This invention relates to the improved self-regulating fluid control valves, and more particularly to a self-regulating tide gate which permits reciprocal flow through a conduit connecting two bodies of water but closes to cut off such flow upon conditions which would result in an undesirably high water level in a protected one of the bodies of water.
For centuries man has tried to prevent river and tidal flooding of improved property by erecting dikes. Cross culverts or conduits are generally provided through the dikes, and one-way flap valves are installed on the conduits on the unprotected or water side of the dike to prevent interior flooding. More particularly, the one-way flap valve allows the passage of upland runoff water through the conduit, such water pushing open the one-way, top-hinged flap valve when the hydraulic head of the upland water exceeds that of the outer flood waters. As the water levels from river, estuary or ocean periodically rise, especially toward a flood level, the outer hydraulic head on the flap valve exceeds that of the interior upland water in the conduit, thereby forcing the freely pivoting top-hinged flap valve against the conduit mouth to prevent any reverse flow of water to the interior, protected area. Worldwide, this approach has been used to protect many millions of dollars of agricultural, commercial, residential, and industrial properties.
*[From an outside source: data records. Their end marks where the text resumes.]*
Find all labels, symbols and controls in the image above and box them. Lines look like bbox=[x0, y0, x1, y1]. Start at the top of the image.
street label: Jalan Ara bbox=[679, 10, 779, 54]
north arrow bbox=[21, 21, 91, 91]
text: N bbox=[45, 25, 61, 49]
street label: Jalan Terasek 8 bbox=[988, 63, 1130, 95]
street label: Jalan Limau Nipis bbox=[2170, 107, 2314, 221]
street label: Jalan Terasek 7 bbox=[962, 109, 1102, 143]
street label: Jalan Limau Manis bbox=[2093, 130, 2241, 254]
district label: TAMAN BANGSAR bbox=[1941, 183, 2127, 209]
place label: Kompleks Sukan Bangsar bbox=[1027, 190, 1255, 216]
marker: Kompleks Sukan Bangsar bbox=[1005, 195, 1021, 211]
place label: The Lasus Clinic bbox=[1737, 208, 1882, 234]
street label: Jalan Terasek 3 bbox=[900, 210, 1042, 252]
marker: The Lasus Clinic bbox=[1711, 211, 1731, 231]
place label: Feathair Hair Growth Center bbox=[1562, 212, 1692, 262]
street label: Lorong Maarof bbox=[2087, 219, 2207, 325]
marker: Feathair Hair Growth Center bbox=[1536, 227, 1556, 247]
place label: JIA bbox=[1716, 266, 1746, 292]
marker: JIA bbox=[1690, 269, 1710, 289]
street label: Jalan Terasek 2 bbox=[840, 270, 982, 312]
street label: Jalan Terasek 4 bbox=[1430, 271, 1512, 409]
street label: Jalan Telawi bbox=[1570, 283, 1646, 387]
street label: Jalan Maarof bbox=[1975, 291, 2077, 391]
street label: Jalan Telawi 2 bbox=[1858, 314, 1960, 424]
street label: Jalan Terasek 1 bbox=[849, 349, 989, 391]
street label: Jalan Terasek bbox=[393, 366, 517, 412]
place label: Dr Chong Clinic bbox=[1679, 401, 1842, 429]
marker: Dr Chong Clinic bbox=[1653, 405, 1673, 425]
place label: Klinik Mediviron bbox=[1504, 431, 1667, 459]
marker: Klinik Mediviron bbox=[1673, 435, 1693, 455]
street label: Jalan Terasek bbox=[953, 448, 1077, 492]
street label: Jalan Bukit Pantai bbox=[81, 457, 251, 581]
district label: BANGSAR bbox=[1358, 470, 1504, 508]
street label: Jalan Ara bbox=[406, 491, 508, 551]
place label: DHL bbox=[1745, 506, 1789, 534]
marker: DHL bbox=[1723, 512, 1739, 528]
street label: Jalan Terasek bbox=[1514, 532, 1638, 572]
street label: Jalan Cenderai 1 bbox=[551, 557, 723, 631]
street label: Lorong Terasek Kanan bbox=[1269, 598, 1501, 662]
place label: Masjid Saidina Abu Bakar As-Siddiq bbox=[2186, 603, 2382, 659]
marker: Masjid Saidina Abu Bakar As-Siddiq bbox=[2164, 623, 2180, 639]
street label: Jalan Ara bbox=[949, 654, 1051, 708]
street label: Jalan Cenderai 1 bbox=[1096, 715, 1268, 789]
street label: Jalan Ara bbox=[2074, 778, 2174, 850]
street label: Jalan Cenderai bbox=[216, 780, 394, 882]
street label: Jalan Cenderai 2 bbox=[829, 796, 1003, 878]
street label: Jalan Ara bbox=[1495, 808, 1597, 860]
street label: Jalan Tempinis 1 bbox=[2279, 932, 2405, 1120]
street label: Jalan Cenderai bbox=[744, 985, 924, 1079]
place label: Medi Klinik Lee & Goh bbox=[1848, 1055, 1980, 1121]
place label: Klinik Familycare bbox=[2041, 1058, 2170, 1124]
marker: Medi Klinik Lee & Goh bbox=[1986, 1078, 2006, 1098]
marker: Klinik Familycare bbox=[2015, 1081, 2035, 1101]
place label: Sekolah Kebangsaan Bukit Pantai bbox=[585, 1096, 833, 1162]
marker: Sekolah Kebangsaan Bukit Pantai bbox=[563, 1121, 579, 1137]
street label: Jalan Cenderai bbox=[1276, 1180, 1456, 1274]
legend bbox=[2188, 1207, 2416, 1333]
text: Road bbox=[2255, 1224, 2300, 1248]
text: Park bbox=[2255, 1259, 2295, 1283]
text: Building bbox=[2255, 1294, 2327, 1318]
But while the basic goal of flood damage protection has been achieved, the conventional one-way flap valve causes many other equally significant problems.
In tidal marsh areas adjacent to upland protected property, flood dike cross-culverts which are fitted with one-way valves exclude salt water and potential tidal ocean flooding while permitting drainage of upland runoff at low tide. But the exclusion of tidal scour and salt water also eliminates their sediment transport functions and the animal and plant life dependent upon them. Man-made and natural drainage channels fill with sediment thereby inhibiting the drainage of upland runoff which results in the increased flooding of upland storm sewers and low-lying yards and streets. As slit and debris fill in the old channels there is a concomitant increase in isolated pools of water which multiply mosquito breeding since the natural fish predators of mosquitos have been excluded with the tide. Because tidal waters are excluded, the interior water changes from salt water to fresh water, which results in the loss of salt water plants and the introduction of vigorous fresh water species such as the tall reed grass, phragmites. Phragmites grass supports artificially high tick and mosquito populations during its summer growing season and in the winter and spring its dry stems represent a severe fire and smoke hazard to improved property. Isolation of the marsh from the sea eliminates clams, shrimp, oysters, mussels and crabs. Marsh isolation eliminates all marsh-dependent fish which rely on it for breeding, nursery or feeding activities. This loss of nutrient-rich water of the healthy salt marsh short-circuits the ecological food chain to the ocean by removing its base of production. This damage to both marsh and ocean resource productivity imposes far-reaching losses to commercial and recreational fish and shellfish harvests. All of these problems can be significantly reduced or eliminated by allowing controlled salt water flushing of the marsh on the protected side of the dike if accompanied by protection against flooding improved property.
Until recently, salt water flushing without flooding has required either: (1) manually closing and opening of the simple one-way flap valve attached to a dike/conduit system during the critical discharge period before and after every storm with a flooding potential, or (2) automatic operation of relatively complex gate systems using electrical or mechanical means based on power sources external to the gate installation. Either mode of operation requires significant investment to acquire, install, operate and maintain the gate system.
In an effort to provide reciprocal water flow without flooding, Mirto U.S. Pat. No. 3,974,654 disclosed an inclined-mouth, bottom hinged, non-buoyant, float-operated valve. In operation, this valve would damage its bulkhead-dike installation and self-destruct because it failed to correctly address the need for vacuum dissipation after valve closure and thereby created more of a flooding problem than it solved. It was also unreliable in operation even prior to self-destruction.
Conventional flap valves allowing one-way flow are rarely kept in an open position because they cannot be safely closed after a significant current of water has begun to pass the valve. This is because the valve and conduit were not designed to sustain the significant forces resulting upon closure in high flow conditions, including forces due to the weight of the valve, the approach column of water abruptly stopping as it rams the face of the valve, and from the suction or vacuum pressure of the entire column of conduit water which is still moving away from the valve after it has closed.
The prior art has but one instance where reciprocal flushing without flooding has been achieved successfully, namely Steinke U.S. Pat. No. 4,091,624. The Steinke '624 patent has several gate designs all of which incorporate a vertical tube or vacuum break which dissipates the vacuum created in the cross-culvert following gate closure. However, all of the Steinke '624 patent's gate and vacuum break design are either of relatively complicated design or expensive to manufacture. Further, both Steinke's and Mirto's gates, being designed to be either fully open or fully closed, are somewhat susceptible to jamming and obstruction by ice and debris when the gate is open allowing objects to enter the mouth of the conduit.